Work required:
Return the material unaltered, line by line.

Dataset entries:

----

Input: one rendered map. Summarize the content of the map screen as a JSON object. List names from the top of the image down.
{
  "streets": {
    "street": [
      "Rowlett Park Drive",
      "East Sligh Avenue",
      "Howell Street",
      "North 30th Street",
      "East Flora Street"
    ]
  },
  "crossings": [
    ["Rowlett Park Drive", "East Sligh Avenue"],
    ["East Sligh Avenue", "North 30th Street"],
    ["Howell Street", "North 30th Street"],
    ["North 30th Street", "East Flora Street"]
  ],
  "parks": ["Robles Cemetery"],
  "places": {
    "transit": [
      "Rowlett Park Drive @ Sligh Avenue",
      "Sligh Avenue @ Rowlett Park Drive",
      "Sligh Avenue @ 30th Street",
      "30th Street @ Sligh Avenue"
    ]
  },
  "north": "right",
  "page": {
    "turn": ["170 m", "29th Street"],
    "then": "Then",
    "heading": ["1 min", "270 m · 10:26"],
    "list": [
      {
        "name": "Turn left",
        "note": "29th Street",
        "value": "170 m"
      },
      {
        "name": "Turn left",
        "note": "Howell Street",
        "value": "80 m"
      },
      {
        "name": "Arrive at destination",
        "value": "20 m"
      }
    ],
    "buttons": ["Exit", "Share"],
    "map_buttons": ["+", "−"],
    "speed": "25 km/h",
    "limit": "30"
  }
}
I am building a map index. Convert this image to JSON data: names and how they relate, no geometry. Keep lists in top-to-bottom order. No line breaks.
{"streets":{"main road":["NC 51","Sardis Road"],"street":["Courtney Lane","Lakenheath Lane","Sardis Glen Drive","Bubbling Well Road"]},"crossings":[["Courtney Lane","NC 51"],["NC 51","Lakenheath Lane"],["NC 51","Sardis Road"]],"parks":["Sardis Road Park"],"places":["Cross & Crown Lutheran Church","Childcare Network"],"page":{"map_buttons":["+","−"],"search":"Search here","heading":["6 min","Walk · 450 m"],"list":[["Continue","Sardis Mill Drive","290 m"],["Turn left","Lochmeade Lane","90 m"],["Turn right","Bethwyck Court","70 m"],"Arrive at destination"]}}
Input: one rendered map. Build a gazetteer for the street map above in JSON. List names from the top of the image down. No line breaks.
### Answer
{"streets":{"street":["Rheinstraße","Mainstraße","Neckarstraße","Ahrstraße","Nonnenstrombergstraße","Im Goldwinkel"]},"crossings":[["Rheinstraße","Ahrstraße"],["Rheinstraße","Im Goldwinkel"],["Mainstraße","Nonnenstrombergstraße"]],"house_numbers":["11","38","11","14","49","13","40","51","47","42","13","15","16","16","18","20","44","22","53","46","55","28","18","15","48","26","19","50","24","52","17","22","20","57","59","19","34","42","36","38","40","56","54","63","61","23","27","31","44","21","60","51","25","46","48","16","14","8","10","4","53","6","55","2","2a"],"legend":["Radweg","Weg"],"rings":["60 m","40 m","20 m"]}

----

Response:
Input: one rendered map. Summarize the content of the map screen as a JSON object. List names from the top of the image down.
{
  "streets": {
    "street": [
      "Rowlett Park Drive",
      "East Sligh Avenue",
      "Howell Street",
      "North 30th Street",
      "East Flora Street"
    ]
  },
  "crossings": [
    ["Rowlett Park Drive", "East Sligh Avenue"],
    ["East Sligh Avenue", "North 30th Street"],
    ["Howell Street", "North 30th Street"],
    ["North 30th Street", "East Flora Street"]
  ],
  "parks": ["Robles Cemetery"],
  "places": {
    "transit": [
      "Rowlett Park Drive @ Sligh Avenue",
      "Sligh Avenue @ Rowlett Park Drive",
      "Sligh Avenue @ 30th Street",
      "30th Street @ Sligh Avenue"
    ]
  },
  "north": "right",
  "page": {
    "turn": ["170 m", "29th Street"],
    "then": "Then",
    "heading": ["1 min", "270 m · 10:26"],
    "list": [
      {
        "name": "Turn left",
        "note": "29th Street",
        "value": "170 m"
      },
      {
        "name": "Turn left",
        "note": "Howell Street",
        "value": "80 m"
      },
      {
        "name": "Arrive at destination",
        "value": "20 m"
      }
    ],
    "buttons": ["Exit", "Share"],
    "map_buttons": ["+", "−"],
    "speed": "25 km/h",
    "limit": "30"
  }
}
I am building a map index. Convert this image to JSON data: names and how they relate, no geometry. Keep lists in top-to-bottom order. No line breaks.
{"streets":{"main road":["NC 51","Sardis Road"],"street":["Courtney Lane","Lakenheath Lane","Sardis Glen Drive","Bubbling Well Road"]},"crossings":[["Courtney Lane","NC 51"],["NC 51","Lakenheath Lane"],["NC 51","Sardis Road"]],"parks":["Sardis Road Park"],"places":["Cross & Crown Lutheran Church","Childcare Network"],"page":{"map_buttons":["+","−"],"search":"Search here","heading":["6 min","Walk · 450 m"],"list":[["Continue","Sardis Mill Drive","290 m"],["Turn left","Lochmeade Lane","90 m"],["Turn right","Bethwyck Court","70 m"],"Arrive at destination"]}}
Input: one rendered map. Build a gazetteer for the street map above in JSON. List names from the top of the image down. No line breaks.
### Answer
{"streets":{"street":["Rheinstraße","Mainstraße","Neckarstraße","Ahrstraße","Nonnenstrombergstraße","Im Goldwinkel"]},"crossings":[["Rheinstraße","Ahrstraße"],["Rheinstraße","Im Goldwinkel"],["Mainstraße","Nonnenstrombergstraße"]],"house_numbers":["11","38","11","14","49","13","40","51","47","42","13","15","16","16","18","20","44","22","53","46","55","28","18","15","48","26","19","50","24","52","17","22","20","57","59","19","34","42","36","38","40","56","54","63","61","23","27","31","44","21","60","51","25","46","48","16","14","8","10","4","53","6","55","2","2a"],"legend":["Radweg","Weg"],"rings":["60 m","40 m","20 m"]}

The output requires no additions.